**Records for processing**
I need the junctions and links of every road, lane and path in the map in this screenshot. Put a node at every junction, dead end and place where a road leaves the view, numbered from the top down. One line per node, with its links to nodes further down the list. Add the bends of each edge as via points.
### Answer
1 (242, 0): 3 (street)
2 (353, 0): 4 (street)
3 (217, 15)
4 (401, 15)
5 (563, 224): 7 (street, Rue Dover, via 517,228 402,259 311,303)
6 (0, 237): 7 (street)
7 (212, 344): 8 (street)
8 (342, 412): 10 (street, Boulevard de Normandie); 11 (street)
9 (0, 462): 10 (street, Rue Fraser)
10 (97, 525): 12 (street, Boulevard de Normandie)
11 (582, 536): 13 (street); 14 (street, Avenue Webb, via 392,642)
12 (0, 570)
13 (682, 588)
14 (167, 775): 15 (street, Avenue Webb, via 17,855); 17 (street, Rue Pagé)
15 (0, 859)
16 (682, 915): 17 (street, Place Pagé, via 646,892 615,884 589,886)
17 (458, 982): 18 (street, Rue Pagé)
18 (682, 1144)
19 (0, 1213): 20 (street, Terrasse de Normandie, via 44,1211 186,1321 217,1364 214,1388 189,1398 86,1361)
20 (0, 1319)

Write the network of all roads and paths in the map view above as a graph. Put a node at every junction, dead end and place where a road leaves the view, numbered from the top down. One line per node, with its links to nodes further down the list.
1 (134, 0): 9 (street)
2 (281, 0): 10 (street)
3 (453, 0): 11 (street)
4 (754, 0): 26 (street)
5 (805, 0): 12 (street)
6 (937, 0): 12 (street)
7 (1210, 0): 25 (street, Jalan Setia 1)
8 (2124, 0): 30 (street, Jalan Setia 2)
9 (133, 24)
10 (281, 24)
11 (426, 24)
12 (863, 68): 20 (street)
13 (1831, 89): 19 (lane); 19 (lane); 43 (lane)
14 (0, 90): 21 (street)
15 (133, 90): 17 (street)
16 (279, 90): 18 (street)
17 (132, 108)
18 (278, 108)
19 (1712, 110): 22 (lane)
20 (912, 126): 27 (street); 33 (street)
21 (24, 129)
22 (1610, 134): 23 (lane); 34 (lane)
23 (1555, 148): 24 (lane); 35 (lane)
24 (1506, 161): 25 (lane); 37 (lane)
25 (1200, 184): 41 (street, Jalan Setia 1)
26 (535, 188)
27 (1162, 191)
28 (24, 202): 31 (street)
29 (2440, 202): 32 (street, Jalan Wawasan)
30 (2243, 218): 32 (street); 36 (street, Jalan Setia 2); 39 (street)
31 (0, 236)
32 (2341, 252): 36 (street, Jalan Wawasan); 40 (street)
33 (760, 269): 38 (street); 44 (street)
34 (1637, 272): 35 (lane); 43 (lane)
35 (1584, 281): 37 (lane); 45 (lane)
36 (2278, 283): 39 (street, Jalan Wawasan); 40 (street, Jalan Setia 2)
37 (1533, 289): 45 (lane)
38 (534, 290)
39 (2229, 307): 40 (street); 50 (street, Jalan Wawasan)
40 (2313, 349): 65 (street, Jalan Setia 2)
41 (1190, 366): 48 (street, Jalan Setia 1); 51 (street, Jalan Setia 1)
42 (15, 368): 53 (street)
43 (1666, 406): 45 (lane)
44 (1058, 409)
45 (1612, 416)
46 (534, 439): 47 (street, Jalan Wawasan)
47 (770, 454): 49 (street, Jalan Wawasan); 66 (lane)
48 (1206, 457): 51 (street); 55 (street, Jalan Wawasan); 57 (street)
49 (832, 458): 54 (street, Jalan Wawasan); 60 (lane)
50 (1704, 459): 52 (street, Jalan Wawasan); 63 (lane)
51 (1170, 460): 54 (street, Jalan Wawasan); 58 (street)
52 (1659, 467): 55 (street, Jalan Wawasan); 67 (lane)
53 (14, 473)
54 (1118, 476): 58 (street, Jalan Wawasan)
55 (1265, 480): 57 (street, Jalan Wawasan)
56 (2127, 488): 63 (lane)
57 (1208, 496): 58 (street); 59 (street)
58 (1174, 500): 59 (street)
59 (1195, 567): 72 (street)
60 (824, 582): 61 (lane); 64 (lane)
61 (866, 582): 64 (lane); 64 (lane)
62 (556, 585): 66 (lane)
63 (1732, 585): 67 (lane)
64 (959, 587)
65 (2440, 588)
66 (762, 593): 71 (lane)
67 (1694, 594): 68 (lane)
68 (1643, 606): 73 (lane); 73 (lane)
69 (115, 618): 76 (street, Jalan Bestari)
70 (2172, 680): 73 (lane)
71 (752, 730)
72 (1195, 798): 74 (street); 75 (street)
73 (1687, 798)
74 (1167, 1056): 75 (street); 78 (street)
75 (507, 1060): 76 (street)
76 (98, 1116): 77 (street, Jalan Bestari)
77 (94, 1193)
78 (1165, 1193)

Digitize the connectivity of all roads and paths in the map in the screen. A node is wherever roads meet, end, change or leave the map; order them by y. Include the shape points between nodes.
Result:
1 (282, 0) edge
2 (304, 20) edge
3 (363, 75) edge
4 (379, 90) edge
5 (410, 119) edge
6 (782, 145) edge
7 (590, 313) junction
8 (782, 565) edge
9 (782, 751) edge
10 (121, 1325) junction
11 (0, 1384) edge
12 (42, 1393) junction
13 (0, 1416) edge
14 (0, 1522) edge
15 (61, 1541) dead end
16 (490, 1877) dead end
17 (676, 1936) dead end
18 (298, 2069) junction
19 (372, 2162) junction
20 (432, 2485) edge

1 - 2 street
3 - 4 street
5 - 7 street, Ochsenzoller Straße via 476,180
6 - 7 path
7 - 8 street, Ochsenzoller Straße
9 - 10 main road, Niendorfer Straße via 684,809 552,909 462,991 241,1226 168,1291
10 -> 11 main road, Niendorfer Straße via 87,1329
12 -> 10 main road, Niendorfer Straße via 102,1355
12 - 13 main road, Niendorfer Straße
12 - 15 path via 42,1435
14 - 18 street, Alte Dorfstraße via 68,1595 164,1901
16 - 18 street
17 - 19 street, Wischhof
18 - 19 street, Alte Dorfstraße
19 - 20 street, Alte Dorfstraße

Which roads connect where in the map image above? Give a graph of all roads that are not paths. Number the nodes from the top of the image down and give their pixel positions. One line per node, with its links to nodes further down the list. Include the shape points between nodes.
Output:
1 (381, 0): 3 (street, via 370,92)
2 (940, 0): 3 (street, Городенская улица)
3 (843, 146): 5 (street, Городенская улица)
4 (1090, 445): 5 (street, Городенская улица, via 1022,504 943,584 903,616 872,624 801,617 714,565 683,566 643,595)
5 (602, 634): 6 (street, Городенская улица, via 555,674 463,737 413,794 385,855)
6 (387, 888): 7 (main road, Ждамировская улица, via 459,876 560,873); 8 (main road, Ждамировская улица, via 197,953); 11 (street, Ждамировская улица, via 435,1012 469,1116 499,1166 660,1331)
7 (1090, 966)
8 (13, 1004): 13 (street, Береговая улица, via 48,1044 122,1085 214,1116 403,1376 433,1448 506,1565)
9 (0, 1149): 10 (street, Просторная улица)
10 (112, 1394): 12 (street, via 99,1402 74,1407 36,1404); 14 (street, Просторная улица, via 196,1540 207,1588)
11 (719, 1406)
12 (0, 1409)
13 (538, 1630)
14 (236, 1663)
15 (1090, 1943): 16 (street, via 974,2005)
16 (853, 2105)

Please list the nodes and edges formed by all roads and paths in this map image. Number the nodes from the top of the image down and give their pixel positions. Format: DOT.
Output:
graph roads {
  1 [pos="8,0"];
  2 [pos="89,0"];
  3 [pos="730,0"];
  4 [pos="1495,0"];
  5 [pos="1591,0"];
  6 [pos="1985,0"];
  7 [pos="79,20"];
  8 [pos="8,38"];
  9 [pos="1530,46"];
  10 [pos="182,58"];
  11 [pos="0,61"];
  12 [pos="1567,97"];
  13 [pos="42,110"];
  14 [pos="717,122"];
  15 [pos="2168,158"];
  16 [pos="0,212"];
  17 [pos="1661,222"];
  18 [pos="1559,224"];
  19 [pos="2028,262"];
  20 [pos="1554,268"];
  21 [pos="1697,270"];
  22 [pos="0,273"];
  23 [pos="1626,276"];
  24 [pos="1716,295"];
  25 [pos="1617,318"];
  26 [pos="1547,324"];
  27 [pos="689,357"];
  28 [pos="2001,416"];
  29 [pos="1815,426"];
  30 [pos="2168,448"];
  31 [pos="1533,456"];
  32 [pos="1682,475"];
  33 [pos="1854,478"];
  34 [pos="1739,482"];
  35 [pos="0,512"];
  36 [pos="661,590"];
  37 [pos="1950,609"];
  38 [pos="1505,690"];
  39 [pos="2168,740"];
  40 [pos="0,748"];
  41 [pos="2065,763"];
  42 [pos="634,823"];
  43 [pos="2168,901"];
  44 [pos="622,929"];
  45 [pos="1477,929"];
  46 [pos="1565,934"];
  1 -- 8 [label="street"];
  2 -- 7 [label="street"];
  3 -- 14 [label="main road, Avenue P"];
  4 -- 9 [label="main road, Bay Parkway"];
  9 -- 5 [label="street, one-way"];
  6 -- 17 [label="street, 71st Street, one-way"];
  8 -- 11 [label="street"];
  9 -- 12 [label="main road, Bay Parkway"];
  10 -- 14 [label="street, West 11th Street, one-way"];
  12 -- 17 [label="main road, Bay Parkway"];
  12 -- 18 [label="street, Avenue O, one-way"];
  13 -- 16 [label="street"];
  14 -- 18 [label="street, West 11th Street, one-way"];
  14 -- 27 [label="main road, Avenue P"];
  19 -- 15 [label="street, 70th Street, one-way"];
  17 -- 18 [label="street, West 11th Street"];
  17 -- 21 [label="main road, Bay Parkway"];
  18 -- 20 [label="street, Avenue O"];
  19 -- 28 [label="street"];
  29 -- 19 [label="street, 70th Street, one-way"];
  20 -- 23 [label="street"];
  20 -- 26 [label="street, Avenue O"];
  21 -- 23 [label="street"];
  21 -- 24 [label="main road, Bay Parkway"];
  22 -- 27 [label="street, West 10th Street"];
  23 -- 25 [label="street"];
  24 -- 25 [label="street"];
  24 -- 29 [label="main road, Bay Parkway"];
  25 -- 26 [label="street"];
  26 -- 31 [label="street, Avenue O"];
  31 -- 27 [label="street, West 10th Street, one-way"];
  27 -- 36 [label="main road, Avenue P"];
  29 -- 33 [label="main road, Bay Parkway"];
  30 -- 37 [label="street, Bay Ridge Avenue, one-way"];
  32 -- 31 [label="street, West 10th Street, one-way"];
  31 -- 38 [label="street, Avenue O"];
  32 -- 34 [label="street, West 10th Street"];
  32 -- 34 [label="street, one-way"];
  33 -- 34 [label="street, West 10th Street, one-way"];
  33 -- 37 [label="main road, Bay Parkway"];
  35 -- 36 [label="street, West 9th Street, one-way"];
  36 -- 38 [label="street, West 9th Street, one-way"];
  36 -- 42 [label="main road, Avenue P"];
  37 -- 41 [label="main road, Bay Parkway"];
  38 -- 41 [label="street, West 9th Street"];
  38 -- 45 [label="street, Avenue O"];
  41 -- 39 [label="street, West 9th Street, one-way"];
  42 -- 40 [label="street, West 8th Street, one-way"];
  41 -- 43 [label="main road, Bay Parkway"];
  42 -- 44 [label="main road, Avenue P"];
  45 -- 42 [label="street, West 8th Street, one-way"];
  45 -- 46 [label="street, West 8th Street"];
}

**Task prompt**
Throughout the material above, find every line holding "positions" and copy it.

**Exercise response**
Which roads connect where in the map image above? Give a graph of all roads that are not paths. Number the nodes from the top of the image down and give their pixel positions. One line per node, with its links to nodes further down the list. Include the shape points between nodes.
Please list the nodes and edges formed by all roads and paths in this map image. Number the nodes from the top of the image down and give their pixel positions. Format: DOT.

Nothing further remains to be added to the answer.